Hazırlayan: Olcay Gürkan
Nisan ayında Pink Floyd ve Radiohead‘i onurlandırmak amacıyla yeni keşfedilen iki canlı sırasıyla Synalpheus Pinkfloydi ve Sericomyrmex Radioheadi şeklinde adlandırıldı. Bir karides türü olan Synalpheus Pinkfloydi‘nin özelliği pasifiğin derinliklerinde yaşaması ve kıskaçlarının kırmızıdan pembeye uzanan bir renk skalası içinde olması. Keşfeden ekipteki bilim adamlarından biri olan Sammy De Grave, The Wall çıktığında 14 yaşında olduğunu ve bu eseri sürekli dinlediğini, keşfettikleri karides türünün ise ona grubun The Dark Side Of The Moon adlı albümünü hatırlattığını söylüyor. Sericomyrmex Radiohead’i adı ise grup üyelerinin küresel ısınma ve iklim değişikliğine farkındalık yaratmak amacıyla verdiği çabalar üzerine bir karınca türüne verilmiş.

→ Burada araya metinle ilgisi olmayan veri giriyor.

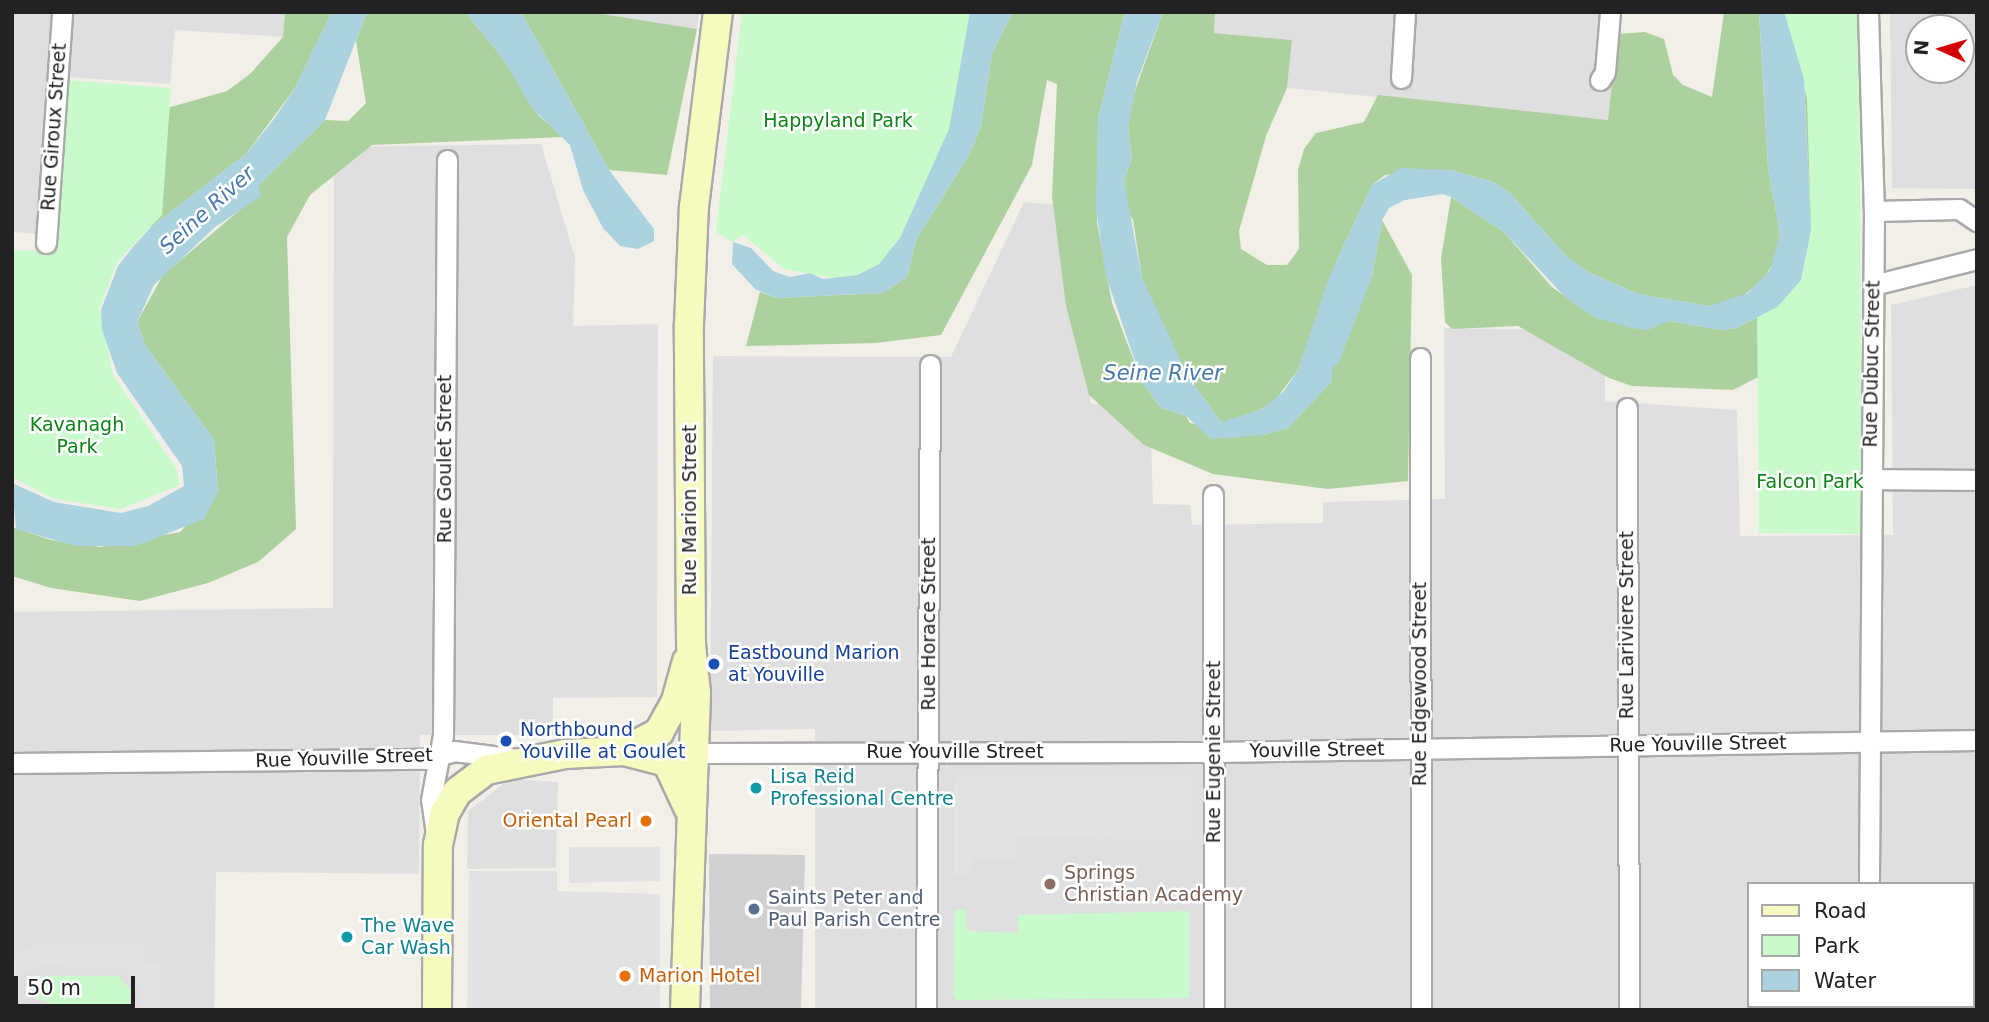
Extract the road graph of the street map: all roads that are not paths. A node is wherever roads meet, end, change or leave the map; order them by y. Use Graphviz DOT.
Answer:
graph roads {
  1 [pos="62,12"];
  2 [pos="718,12"];
  3 [pos="1405,12"];
  4 [pos="1610,12"];
  5 [pos="1868,12"];
  6 [pos="1401,78"];
  7 [pos="1600,80"];
  8 [pos="447,160"];
  9 [pos="1874,211"];
  10 [pos="1977,221"];
  11 [pos="46,243"];
  12 [pos="1977,259"];
  13 [pos="1873,285"];
  14 [pos="1420,358"];
  15 [pos="930,365"];
  16 [pos="1627,408"];
  17 [pos="1870,479"];
  18 [pos="1977,480"];
  19 [pos="1213,495"];
  20 [pos="691,645"];
  21 [pos="1977,740"];
  22 [pos="1868,741"];
  23 [pos="1627,746"];
  24 [pos="1420,748"];
  25 [pos="624,751"];
  26 [pos="1214,752"];
  27 [pos="695,753"];
  28 [pos="928,753"];
  29 [pos="439,757"];
  30 [pos="523,760"];
  31 [pos="12,763"];
  32 [pos="690,813"];
  33 [pos="438,845"];
  34 [pos="1869,882"];
  35 [pos="437,1010"];
  36 [pos="685,1010"];
  37 [pos="926,1010"];
  38 [pos="1214,1010"];
  39 [pos="1421,1010"];
  40 [pos="1629,1010"];
  1 -- 11 [label="street, Rue Giroux Street"];
  2 -- 20 [label="main road, Rue Marion Street"];
  3 -- 6 [label="street"];
  4 -- 7 [label="street"];
  5 -- 9 [label="street, Rue Dubuc Street"];
  8 -- 29 [label="street, Rue Goulet Street"];
  9 -- 10 [label="street"];
  9 -- 13 [label="street, Rue Dubuc Street"];
  12 -- 13 [label="street"];
  13 -- 17 [label="street, Rue Dubuc Street"];
  14 -- 24 [label="street, Rue Edgewood Street"];
  15 -- 28 [label="street, Rue Horace Street"];
  16 -- 23 [label="street, Rue Lariviere Street"];
  17 -- 18 [label="street"];
  17 -- 22 [label="street, Rue Dubuc Street"];
  19 -- 26 [label="street, Rue Eugenie Street"];
  20 -- 25 [label="main road, Rue Youville Street"];
  20 -- 27 [label="main road, Rue Marion Street"];
  21 -- 22 [label="street, Rue Youville Street"];
  22 -- 23 [label="street, Rue Youville Street"];
  22 -- 34 [label="street, Rue Dubuc Street"];
  23 -- 24 [label="street, Rue Youville Street"];
  23 -- 40 [label="street, Rue Lariviere Street"];
  24 -- 26 [label="street, Youville Street"];
  24 -- 39 [label="street, Rue Edgewood Street"];
  25 -- 30 [label="main road, Rue Youville Street"];
  25 -- 32 [label="main road"];
  26 -- 28 [label="street, Rue Youville Street"];
  26 -- 38 [label="street, Rue Eugenie Street"];
  27 -- 28 [label="street, Rue Youville Street"];
  27 -- 32 [label="main road, Rue Marion Street"];
  28 -- 37 [label="street, Rue Horace Street"];
  29 -- 30 [label="street, Rue Youville Street"];
  29 -- 31 [label="street, Rue Youville Street"];
  29 -- 33 [label="street, Rue Goulet Street"];
  30 -- 33 [label="main road"];
  32 -- 36 [label="main road, Rue Marion Street"];
  33 -- 35 [label="main road"];
}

Özellikle 1960’ların sonlarından beri keşfedilen birçok türe dönemin öne çıkan başarılı müzisyenlerinin adlarını veriyor sayılı biyolog. Jim Morrison‘ın The Lizard King lakabına ithafen isimlendirilmiş bir kertenkele türü, David Bowie’nin 1987 çıkışlı albümü Never Let Me Down‘daki Glass Spider adlı şarkısı üzerine kararlaştırılmış bir örümcek türü, dudakları Mick Jagger‘ın dudaklarına benzediği için Jaggermeryx diye adlandırılmış bir kurbağa türü bile mevcut. Hatta yeraltında yaşayan kadifemsi bir örümcek türüne The Velvet Underground‘ın anısına Loureedia adı verilmiş. Daha da eşelediğimizde karşımıza Keith Richards, Frank Zappa, John Lennon, Paul McCartney gibi isimlerin anısına adlandırılmış birçok türle karşılaşıyoruz. İkonik müzisyenler ve eserleri sanatın geleceğinin altyapısını oluşturuyor oluşturmasına ancak birikimsel olarak ilerleyen bilimde de artık karşımıza çıkıyor ve bize insanın sanatı ve biliminin ayrılmaz bir bütün olduğunu gösteriyor.